The hostPort plugin is responsible for those rules, and we've seen issues with it in the past. I think there's a strong case for that being part of the problem here, and a similar case for us ditching the upstream plugin and implementing those rules ourselves in Calico.

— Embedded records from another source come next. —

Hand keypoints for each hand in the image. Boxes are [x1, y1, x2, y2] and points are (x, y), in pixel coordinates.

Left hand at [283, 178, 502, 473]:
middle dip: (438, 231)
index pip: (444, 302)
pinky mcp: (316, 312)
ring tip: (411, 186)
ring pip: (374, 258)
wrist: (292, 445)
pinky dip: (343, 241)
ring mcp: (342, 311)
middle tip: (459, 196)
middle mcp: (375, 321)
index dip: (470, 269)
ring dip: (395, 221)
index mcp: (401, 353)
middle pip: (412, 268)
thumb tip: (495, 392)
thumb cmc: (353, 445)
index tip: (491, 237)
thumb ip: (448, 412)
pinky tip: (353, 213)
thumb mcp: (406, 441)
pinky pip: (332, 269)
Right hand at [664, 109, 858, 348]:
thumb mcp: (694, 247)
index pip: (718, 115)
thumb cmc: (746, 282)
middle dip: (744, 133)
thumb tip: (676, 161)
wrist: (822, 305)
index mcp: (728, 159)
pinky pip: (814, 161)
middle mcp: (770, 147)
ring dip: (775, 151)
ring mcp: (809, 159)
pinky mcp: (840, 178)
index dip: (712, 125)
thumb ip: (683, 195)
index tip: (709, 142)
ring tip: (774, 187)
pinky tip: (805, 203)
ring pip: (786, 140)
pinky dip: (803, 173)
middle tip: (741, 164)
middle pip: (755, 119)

@caseydavenport Yeah, the symptom is similar i.e., not able to connect to a daemonset created pod on a newly joined node but the underlying cause seems to be different.
This issue is stale because it is kind/enhancement or kind/bug and has been open for 180 days with no activity.
This issue was closed because it has been inactive for 30 days since being marked as stale.